Patrick Cockburn finds us not learning from our Middle Eastern adventures in Afghanistan, Iraq, and Syria very well. Key point: "in most of these countries, where Islam is the dominant religion, extreme Salafi-Jihadi movements, including the Islamic State (IS), al-Qaeda, and the Taliban are essentially the only available vehicles for protest and rebellion. By now, they have completely replaced the socialist and nationalist movements that predominated in the twentieth century." Which you'll find resonant, not just if you read about the growing gap between rich and poor in Syria, but if you remember that our troubles with Iran started with a CIA-aided overthrow of the popularly-elected nationalizer-of-BP-oil Prime Minister Mossadeq, which paved the way for the Shah, which paved the way for the Ayatollahs.
Beverly Silver at Roar finds declarations of the death of the working class and/or the labor movement to be premature. They declared the labor movement dead in the early 20th century, of course, before its heyday starting with the New Deal, and though it's easy to look at the data and call what's been happening over the last 20 years a "race to the bottom," Ms. Silver notes that whenever corporations look for cheaper labor, they wind up creating new working classes wherever they land, who will soon have new grievances that corporations ignore at their own peril. Will there, one day, really be "nowhere left for capital to run?" We can only hope!
Josmar Trujillo at FAIR reminds us that "The Busted Theory of Broken Windows Still Has Media Defenders." So when even the NYPD Inspector General reports that cracking down on low-level lawlessness actually doesn't reduce felony-level lawlessness, what does the "liberal" media do? Act like it's the "bombshell" revelation it's clearly not, regurgitate the Broken Windows gospel with their fingers in their ears, or launch truly hysterical attacks against the report (with one "liberal" media outlet claiming the NYPD IG report was flawed because the NYPD IG's office is "filled with prosecutors and cops," which phrase I had not previously encountered from the "liberal" media as a criticism).

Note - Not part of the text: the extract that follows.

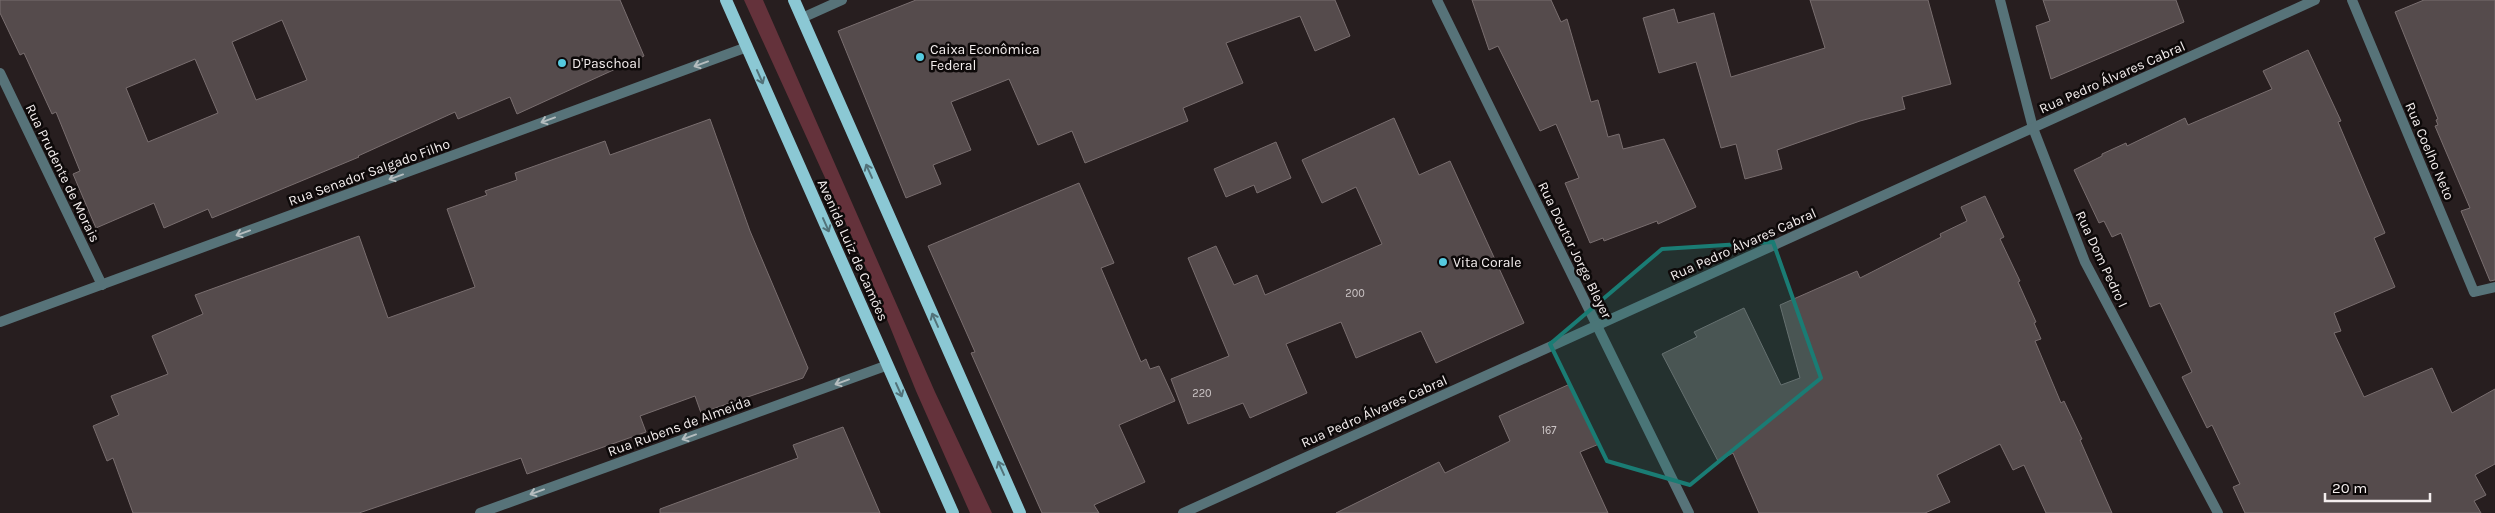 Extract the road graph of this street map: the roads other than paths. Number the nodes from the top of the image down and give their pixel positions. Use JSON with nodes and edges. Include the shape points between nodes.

Over 100 community/environmental groups ask the EPA to investigate whether the EPA's Science Advisory Board Chair, Dr. David Allen, produced fraudulent research on methane leakage. When the inventor of the Bacharach Hi-Flow methane sampler goes on the record saying his machine has a fault that causes it to tend to low-ball methane emissions from gas drilling, I'd think you'd at least have to look into that -- but Dr. Allen, of course, doubled down on his research rather than be a grown-up and admit he might be wrong. The punchline: Dr. Allen gets some of his research money from oil and gas corporations.
Finally, two-time Oscar-winning actress Olivia de Havilland turned 100 on July 1, so Thomas J. Stipanowich at the Los Angeles Times recalls the time Ms. de Havilland "Took on the Studio System and Won." Finding herself unexpectedly not at the end of her seven-year contract in 1943 -- for years she'd been "arm candy" in films with male stars, and had even willfully taken on suspensions-without-pay so she could avoid such roles -- Ms. de Havilland sued her employer, Warner Brothers, and a California appeals court agreed with her that Warner couldn't lawfully "tack on" all that suspension time to her contract. Then she won her two Oscars, and actors began to find contractual terms considerably more favorable to them. She took on big money and not only lived to tell about it, but she thrived. That makes her a hero.